Using a two-sample t test, we find that testing
H0:μN=μP
against
Ha:μN≠μP
gives
t=3.26
with
P-value=0.002(df=53). A 95% confidence interval for the difference in mean ages is
(5.27, 22.11). Nonfiction writers seem to live, on average,
between 5.27 and 22.11 years longer than poets, at 95%
confidence.
The bootstrap distribution is symmetric and seems close to
Normal, except at the ends of the distribution, so a bootstrap
t interval should be appropriate. The low ends of the
bootstrap interval are typically between 5.26 and 5.82; the high
ends are typically between 21.26 and 22.15. One particular
interval seen was (5.40, 21.36).

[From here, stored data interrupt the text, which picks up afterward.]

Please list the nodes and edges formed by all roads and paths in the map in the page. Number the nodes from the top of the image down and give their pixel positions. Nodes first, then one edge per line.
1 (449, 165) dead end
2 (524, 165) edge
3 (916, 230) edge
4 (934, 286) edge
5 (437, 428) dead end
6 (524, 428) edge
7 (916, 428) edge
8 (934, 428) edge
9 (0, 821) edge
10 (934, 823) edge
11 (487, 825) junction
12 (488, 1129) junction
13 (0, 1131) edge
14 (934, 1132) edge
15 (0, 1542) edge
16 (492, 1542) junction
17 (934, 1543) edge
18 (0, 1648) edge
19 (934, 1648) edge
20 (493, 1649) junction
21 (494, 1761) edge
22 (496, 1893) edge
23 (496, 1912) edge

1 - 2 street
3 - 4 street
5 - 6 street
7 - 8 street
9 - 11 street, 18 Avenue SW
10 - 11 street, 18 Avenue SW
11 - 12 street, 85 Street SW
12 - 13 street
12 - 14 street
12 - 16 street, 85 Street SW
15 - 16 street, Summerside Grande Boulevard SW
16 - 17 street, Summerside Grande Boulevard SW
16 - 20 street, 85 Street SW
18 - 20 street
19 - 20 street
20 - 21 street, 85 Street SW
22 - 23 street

Note that this interval is a
bit narrower than the two-sample t interval.
16.81
The R permutation test for the mean ages returns a P-value
of 0.006 (comparable to the 0.002 from the t test) in this
instance. The 99% confidence interval for the P-value is
between 0.0002 and 0.0185. We can determine that there is a
difference in mean age at death between poets and nonfiction
writers.
16.83
All answers (including the shape of the bootstrap distribution)
will depend strongly on the initial sample of uniform random
numbers. The median M of these initial samples will be
between about 0.36 and 0.64 about 95% of the time; this is the
center of the bootstrap t confidence interval.
For a uniform distribution of 0 to 1, the population median is
0.5.
Most of the time, the bootstrap distribution is quite
non-Normal.
SEboot
typically ranges from about 0.04 to 0.12 (but may vary more than
that, depending on the original sample). The bootstrap
t interval is, therefore, roughly
M±2SEboot.
The more sophisticated BCa and tilting intervals may or may not
be similar to the bootstrap t interval. The
t interval is not appropriate because of the non-Normal
shape of the bootstrap distribution and because
SEboot
is unreliable for the sample median; it depends strongly on the
sizes of the gaps between the observations near the middle.
The standard test of
H0:σ1=σ2
versus
Ha:σ1≠σ2
leads to
F=0.3443
with df 13 and 16;
P-value=0.0587.
The permutation P-value is typically between 0.02 and
0.03.
The P-values are similar, even though, technically, the
permutation test is significant at the 5% level, while the
standard test is (barely) not. Because the samples are too small
to assess Normality, the permutation test is safer. (In fact,
the population distributions are discrete, so they cannot follow
Normal distributions.)
The mean ratio is 1.0596; the usual t interval is 1.0063
to 1.1128. The bootstrap distribution for the mean is close to
Normal, and the bootstrap confidence intervals are usually
similar to the usual t interval but slightly narrower.
Bootstrapping the median produces a clearly non-Normal
distribution; the bootstrap t interval should not be used
for the median.
The ratio of means is 1.0656; the bootstrap distribution is
noticeably skewed, so the bootstrap t is not a good
choice, but the other methods usually give intervals similar to
0.75 to 1.55.
For example, the usual t interval from part (a) could be
summarized by the statement “On average, Jocko’s estimates are
1% to 11% higher than those from other garages.”